De kinderrechter concludeert dat het verzoek van het college moet worden afgewezen en dat de spoedbeschikking per direct dient te worden opgeheven. Dat betekent dat [minderjarige] per direct naar huis mag.
De kinderrechter geeft [minderjarige] en ouders nog het volgende mee.
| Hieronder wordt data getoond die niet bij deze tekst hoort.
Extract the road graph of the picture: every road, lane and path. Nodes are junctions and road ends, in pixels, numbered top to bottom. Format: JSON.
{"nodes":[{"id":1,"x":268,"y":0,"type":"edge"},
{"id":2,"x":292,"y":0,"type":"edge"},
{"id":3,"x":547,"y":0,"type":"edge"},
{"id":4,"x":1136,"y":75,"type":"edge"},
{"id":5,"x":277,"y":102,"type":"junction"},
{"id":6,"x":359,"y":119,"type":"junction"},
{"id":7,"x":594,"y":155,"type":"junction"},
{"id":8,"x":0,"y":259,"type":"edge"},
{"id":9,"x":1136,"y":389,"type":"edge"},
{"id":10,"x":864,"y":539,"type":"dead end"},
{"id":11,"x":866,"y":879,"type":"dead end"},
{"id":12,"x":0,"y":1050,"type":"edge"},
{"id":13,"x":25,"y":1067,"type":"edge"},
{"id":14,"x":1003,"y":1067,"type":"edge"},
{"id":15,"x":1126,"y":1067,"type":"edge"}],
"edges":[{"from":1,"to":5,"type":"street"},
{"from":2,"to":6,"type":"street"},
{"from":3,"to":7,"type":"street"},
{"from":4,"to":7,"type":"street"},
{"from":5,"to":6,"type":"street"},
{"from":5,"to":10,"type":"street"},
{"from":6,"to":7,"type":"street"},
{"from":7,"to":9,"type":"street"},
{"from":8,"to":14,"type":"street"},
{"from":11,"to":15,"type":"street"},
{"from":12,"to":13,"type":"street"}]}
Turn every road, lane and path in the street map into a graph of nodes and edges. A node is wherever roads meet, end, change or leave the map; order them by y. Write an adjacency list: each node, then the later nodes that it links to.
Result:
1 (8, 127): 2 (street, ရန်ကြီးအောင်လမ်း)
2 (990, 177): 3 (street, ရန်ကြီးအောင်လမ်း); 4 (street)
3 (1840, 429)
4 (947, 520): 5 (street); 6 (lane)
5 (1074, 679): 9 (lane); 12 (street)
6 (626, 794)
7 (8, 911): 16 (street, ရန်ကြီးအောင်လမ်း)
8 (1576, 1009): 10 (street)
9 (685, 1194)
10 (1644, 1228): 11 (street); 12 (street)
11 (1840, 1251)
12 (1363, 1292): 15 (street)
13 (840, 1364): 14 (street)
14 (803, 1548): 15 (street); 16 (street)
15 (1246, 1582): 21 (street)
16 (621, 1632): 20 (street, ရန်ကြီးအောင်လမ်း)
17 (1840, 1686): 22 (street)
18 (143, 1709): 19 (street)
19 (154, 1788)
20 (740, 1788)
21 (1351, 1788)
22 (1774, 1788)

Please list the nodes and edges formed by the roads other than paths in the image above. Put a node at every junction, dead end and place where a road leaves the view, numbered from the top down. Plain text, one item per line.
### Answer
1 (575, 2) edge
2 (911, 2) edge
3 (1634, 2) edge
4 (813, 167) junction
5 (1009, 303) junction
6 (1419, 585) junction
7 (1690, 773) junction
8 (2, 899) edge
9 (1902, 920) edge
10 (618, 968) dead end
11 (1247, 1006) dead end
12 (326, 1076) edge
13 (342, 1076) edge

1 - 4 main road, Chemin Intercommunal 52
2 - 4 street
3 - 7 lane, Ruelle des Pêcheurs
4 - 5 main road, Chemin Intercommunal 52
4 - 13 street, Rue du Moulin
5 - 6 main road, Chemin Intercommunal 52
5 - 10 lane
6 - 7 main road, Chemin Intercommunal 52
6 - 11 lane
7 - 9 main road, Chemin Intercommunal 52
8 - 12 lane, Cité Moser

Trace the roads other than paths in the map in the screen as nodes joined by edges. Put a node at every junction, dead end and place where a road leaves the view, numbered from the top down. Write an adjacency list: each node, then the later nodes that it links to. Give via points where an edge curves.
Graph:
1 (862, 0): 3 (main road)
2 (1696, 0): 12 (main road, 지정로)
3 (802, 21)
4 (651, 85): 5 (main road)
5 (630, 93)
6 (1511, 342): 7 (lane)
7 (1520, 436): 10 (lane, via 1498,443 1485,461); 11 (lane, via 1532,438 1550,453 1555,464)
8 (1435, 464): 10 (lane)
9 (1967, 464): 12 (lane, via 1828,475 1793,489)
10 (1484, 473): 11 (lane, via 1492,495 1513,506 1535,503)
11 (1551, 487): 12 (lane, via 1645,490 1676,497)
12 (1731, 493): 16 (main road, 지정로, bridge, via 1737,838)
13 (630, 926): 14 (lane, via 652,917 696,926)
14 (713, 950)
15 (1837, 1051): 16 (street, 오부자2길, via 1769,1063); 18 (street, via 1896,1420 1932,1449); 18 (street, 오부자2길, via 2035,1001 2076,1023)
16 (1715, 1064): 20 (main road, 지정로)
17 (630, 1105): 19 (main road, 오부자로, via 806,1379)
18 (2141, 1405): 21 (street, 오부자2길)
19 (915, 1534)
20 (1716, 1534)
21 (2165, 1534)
Er zijn ernstige zorgen over [minderjarige] , die door de ouders ook worden gezien, en die naar het oordeel van de kinderrechter maken dat er dringend iets moet gebeuren om te voorkomen dat er een nieuwe escalatie in de thuissituatie ontstaat en [minderjarige] zich onttrekt aan het gezag van haar moeder en vader. Er moeten op korte termijn tussen de ouders en [minderjarige] afspraken worden gemaakt, zoals door de advocaat van [minderjarige] concreet is verteld tijdens de zitting, zodat [minderjarige] kan laten zien dat ze zich anders wil en kan opstellen thuis en in het contact met haar ouders. [minderjarige] is geen grote prater maar er zal gepraat moet worden onder leiding van in te zetten hulpverlening zodat de ouders hun gezag uit kunnen oefenen en [minderjarige] ook thuis veilig kan blijven wonen. Van [minderjarige] wordt verwacht dat zij samen met de ouders aan de slag gaat met de in te zetten hulpverlening en dat ze ook haar best doet om het traject te laten slagen.